Postby Le Baron » Sun Mar 05, 2023 3:52 pm

german2k01 wrote:That's what I think. Your thoughts, please. Why the results were different in the case of 2 native Chinese?That's what I think. Your thoughts, please. Why the results were different in the case of 2 native Chinese?

I think that correlation isn't necessarily causation. We have two people and might extrapolate from this correctly or incorrectly. As if I meet an excellent high-jumper who has long legs and flexible body who says: 'I did this particular training technique...' and we then conclude that this is what you need to do to be an excellent high-jumper. Or perhaps have long legs and a flexible physique?

If I cast the net a bit further, consider people here in NL. A large number watches a great deal of English-language TV and from an early age.

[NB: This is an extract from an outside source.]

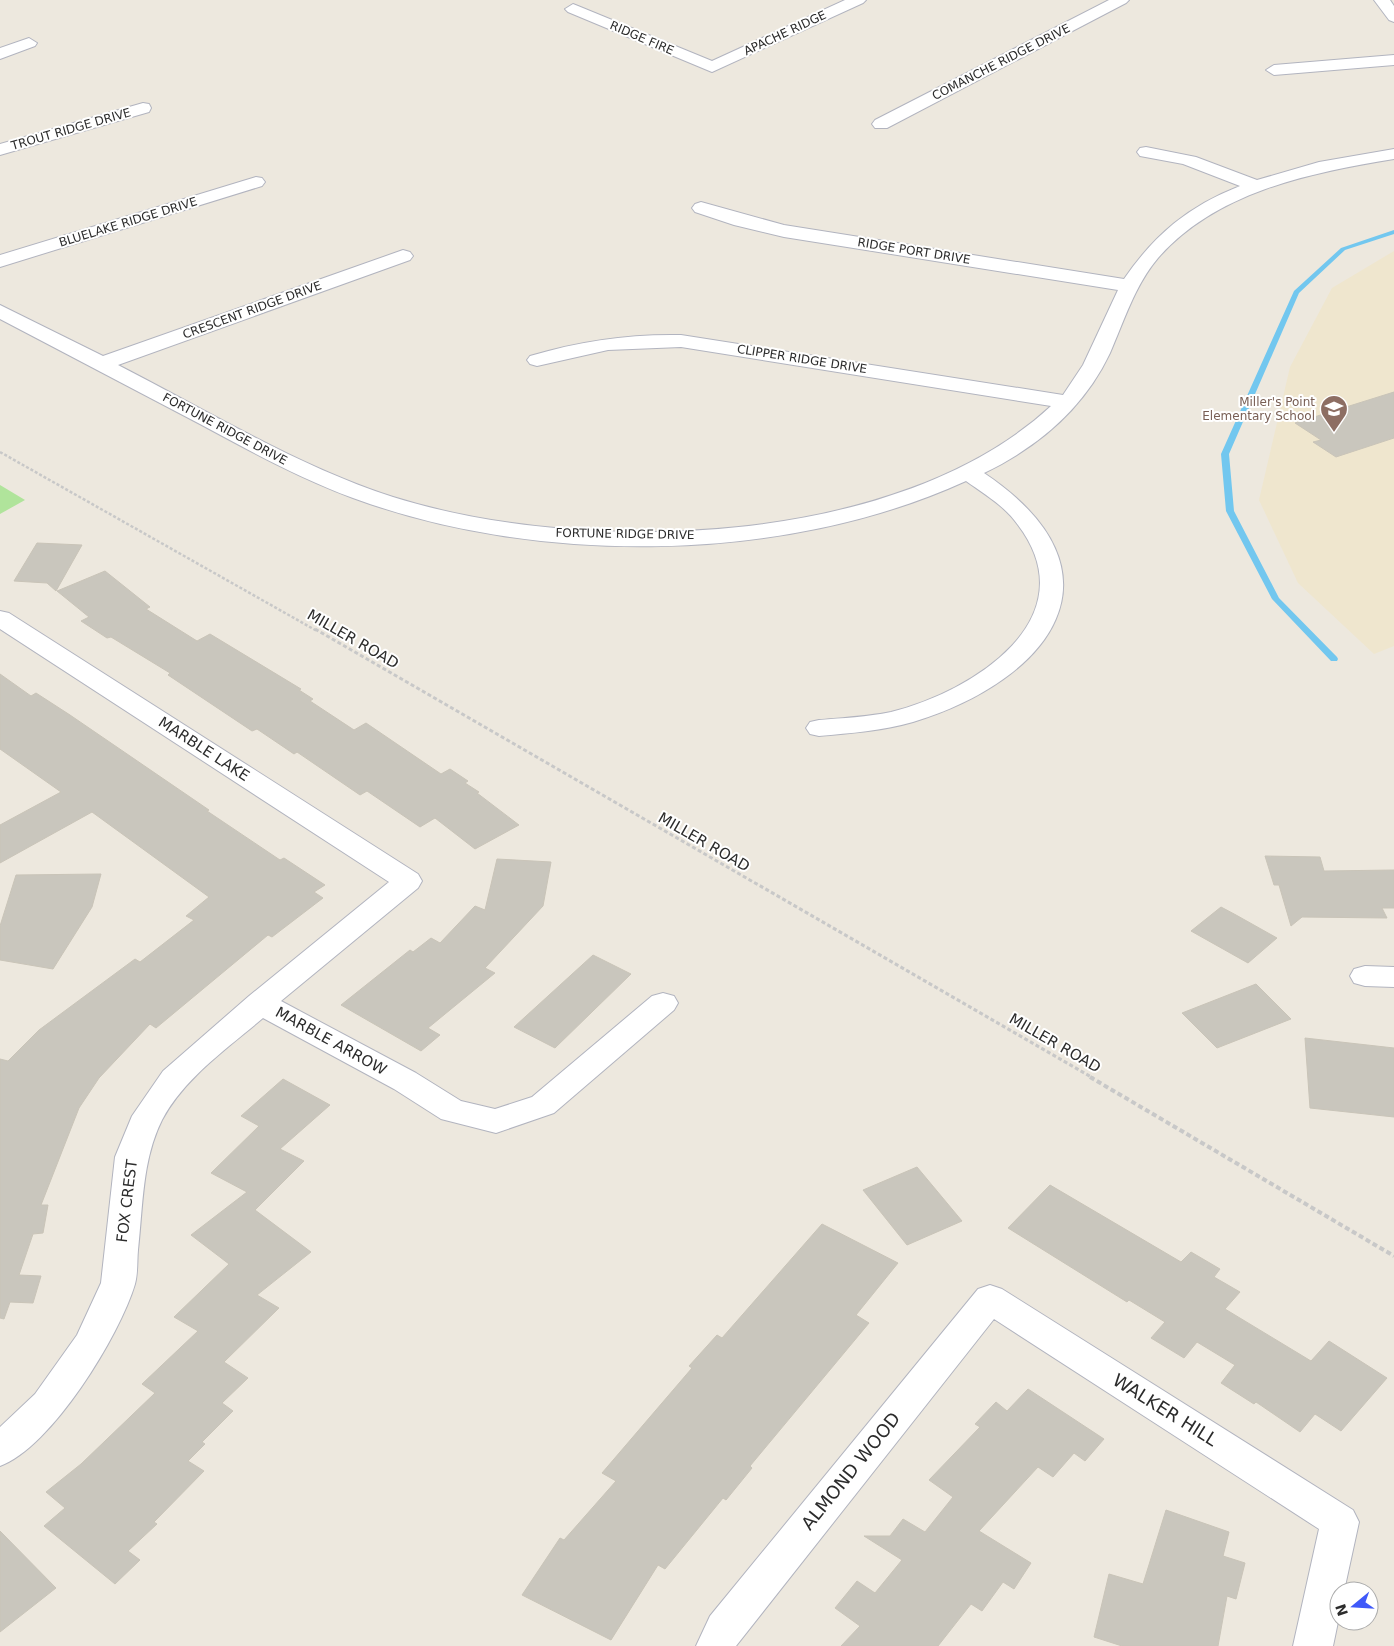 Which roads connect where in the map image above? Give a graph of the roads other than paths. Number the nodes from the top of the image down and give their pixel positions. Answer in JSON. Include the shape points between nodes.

However you still get oddities influenced from the first language. Things like being tripped up by 'th'. A lot of people say 'thin foil' instead of 'tin foil', also because of being accustomed to treating 'th' as a 't' sound in both written/spoken forms and then somehow thinking it's possibly the reverse for this case. Many seem to stumble over words like 'editing'. There are dozens of these which a lifetime of TV and speaking hasn't erased (some might be language memes).

Some have what Dutch people call a 'taalknobbel' or a feel for languages. Of course here on this forum this is more set aside in favour or planning and effort, however it plays a part in how well a person does (as does age indirectly for some things). So your Chinese fellow might well just be someone who needs to learn German whilst not being great at e.g. sound mimicry or less able to reproduce sounds heard. Since the unproven core of 'Dr Brown' is the assumption that one can reproduce what one hears by mere dint of mass exposure over time. And your Chinese girl of 6 months (whose background we don't know) may simply have a 'better ear'.

The reason I say it's too hard to untangle is that we could revise all this and say maybe there are many other variables we aren't accounting for. That both of those people don't have a great ear, but one worked harder than the other. Or one gets far more real-life speaking interaction than the other, which overrides just media listening.

I want to be careful about pinpointing alleged causal factors among that chaos of potential variables.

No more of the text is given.